2013 Volvo S60: August 2013 Update

Reality Review: It's August, and our News Director is falling in love with the Volvo S60

2013 Volvo S60 Front Passenger Three Quarters
By | Photos by Robert Guio | August 15, 2013, 11:13 AM |
STATS: 14,314 Miles | 22.0 Avg MPG | $0 Repairs | $0 Dealer-Covered Maintenance
2013 Volvo S60 Front Passenger Three Quarters

I've been spending a lot of time driving this Volvo lately, and I have to admit, it has really grown on me. In all honesty, I was pretty lukewarm towards this car at first. It took me a long time to find the sweet spot with the seat for starters, never a good how-do-you-do. It also took me a while to familiarize myself with the controls. Volvo has a somewhat unconventional way of doing things, and you have to adapt, especially if you usually drive a steady stream of Japanese cars.
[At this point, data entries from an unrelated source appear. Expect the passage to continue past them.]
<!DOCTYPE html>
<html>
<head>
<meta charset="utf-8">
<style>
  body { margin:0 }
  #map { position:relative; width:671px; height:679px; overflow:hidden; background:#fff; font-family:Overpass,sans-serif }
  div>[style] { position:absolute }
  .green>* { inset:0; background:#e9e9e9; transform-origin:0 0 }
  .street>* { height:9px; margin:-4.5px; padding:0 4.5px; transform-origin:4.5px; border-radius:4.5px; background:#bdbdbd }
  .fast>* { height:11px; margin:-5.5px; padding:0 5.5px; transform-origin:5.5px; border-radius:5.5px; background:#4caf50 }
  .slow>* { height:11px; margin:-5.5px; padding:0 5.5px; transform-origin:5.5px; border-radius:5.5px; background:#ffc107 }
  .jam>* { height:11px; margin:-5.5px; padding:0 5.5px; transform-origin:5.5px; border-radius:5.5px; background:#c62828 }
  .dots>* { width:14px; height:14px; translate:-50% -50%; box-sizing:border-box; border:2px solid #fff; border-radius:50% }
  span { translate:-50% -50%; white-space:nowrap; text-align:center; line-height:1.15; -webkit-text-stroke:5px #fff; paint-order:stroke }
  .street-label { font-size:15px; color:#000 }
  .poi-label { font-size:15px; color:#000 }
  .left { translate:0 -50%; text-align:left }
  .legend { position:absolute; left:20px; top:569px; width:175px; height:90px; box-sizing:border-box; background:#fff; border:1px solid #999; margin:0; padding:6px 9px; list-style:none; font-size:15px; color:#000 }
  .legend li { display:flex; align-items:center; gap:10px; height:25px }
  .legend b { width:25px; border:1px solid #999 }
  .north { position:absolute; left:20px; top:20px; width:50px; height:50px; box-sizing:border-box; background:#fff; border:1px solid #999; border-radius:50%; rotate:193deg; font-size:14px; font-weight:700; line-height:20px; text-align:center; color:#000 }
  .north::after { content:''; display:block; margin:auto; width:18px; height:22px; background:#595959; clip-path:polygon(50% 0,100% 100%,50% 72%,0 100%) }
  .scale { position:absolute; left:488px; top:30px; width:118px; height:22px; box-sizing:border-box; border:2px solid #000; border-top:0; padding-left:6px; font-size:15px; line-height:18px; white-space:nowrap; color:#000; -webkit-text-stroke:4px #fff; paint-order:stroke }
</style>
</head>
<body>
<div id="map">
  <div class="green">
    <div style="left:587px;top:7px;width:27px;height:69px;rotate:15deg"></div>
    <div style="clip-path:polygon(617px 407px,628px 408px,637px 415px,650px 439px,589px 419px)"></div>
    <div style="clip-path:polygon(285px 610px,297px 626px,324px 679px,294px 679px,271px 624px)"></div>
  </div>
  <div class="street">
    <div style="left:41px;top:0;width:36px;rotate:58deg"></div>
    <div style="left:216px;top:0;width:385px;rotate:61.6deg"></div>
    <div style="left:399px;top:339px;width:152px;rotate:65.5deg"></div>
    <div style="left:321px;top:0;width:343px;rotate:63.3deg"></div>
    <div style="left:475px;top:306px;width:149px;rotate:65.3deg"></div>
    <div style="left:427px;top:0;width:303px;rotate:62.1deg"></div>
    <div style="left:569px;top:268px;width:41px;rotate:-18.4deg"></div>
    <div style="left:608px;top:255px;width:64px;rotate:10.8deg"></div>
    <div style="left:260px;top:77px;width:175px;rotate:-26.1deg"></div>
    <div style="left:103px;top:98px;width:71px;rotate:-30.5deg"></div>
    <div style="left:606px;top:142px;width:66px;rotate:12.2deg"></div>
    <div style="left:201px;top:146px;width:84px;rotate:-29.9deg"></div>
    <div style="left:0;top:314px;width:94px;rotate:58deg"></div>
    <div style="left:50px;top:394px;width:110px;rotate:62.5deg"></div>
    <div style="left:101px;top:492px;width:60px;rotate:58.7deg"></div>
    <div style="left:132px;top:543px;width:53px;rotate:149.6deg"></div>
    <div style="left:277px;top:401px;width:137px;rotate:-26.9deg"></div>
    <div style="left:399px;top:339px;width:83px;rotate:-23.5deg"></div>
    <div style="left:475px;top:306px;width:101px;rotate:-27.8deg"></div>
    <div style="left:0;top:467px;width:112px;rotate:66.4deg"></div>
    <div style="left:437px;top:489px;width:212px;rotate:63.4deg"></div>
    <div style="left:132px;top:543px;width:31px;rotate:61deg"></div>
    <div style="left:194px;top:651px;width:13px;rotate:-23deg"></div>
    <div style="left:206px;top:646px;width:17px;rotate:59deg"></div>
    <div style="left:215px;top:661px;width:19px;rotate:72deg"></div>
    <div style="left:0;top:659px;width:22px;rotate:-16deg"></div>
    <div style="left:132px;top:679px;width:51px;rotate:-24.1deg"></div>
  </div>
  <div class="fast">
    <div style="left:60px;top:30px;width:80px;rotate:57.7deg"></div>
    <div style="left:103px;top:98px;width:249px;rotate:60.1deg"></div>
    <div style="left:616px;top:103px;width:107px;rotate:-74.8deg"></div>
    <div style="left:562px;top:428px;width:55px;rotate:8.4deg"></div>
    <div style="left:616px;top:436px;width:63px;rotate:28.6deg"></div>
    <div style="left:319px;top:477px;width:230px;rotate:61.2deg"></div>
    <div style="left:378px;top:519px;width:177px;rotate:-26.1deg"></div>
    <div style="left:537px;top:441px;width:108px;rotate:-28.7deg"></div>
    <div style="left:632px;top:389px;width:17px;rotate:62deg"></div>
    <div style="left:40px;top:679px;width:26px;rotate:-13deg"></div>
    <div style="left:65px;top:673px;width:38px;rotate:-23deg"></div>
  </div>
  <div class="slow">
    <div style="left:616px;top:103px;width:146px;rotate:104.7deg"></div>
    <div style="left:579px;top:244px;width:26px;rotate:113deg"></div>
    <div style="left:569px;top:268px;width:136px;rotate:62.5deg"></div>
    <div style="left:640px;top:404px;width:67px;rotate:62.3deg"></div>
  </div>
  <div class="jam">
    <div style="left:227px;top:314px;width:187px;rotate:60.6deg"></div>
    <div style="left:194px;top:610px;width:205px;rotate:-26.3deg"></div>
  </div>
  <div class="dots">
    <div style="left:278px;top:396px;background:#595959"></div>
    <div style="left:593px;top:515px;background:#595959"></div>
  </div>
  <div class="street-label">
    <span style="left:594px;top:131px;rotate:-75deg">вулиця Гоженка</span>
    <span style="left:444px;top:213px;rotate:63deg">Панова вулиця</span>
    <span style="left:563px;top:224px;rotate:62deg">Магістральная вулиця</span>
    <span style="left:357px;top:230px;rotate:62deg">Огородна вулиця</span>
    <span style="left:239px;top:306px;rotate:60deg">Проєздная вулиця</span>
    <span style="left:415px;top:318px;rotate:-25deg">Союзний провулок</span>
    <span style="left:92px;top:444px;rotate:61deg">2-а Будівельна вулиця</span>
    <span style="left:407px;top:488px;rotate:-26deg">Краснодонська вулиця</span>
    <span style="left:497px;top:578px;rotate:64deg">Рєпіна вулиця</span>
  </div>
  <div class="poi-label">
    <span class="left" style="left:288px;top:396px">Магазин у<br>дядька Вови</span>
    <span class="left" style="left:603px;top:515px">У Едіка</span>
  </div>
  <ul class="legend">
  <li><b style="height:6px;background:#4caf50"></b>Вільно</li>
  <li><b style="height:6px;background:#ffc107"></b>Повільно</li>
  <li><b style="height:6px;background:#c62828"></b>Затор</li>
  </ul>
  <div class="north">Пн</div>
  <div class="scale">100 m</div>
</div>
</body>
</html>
However, having made my peace with all of these things, I've actually grown to like this car quite a bit. First of all, it's exceptionally smooth and quiet on our local freeways. Living in Southern California, a huge chunk of driving is done on unforgiving concrete freeways. Not every car can handle that very well, and even cars that you'd think would get along without a bouncing ride and singing tires fail to do so. But this Volvo is pretty good. The combination of a properly sorted suspension, quiet interior, and most importantly good tire selection, really helps it all come together. I've also been very impressed with the interior. It's a lot roomier then it would seem at first glance. Even with the sunroof, my 6-foot 2-inch frame has plenty of headroom and legroom, and I don't even have the seat all the way back. The rear seat is especially surprising. Considering the Volvo S60's compact external dimensions, you wouldn't think it'd be as roomy as it is, but there's actually decent headroom, and legroom is at least adequate. The trunk is also surprisingly big. I can get a full week's worth of groceries back there, and still have room to spare. In addition, the rear seats back folds down, and the front passenger seat folds flat as well to accommodate really long objects. Of course, they can't be very thick, but it's still a nice feature. Best of all, it's been as reliable as a sunrise. So far we've accumulated zero costs in maintenance and repairs, and the only future expense on the horizon is fixing a wheel that I curbed. D'oh!

I do wish that fuel economy was better though. So far we're averaging around 22 mpg, which is right below the EPA's combined estimate of 23 mpg; blame a little leadfootedness on our part for not hitting the bull's-eye there. Regardless, you'd think it'd be better. The car weighs as much as a Honda Accord, and has a little less power, but still gets lower economy, at least on paper. It's not such a huge problem when someone else is paying for your gas, but if you're shelling out your loan money to fill it up all the time, it can get expensive quickly. Hopefully, Volvo's new generation of engines will rectify this fuel economy problem when they come online in a couple years.

Despite this, as I mentioned at the beginning, I've grown to really like this car. I'm looking forward to getting behind the wheel for an extended drive, some sort of road trip, so I can really stretch its legs over the long haul.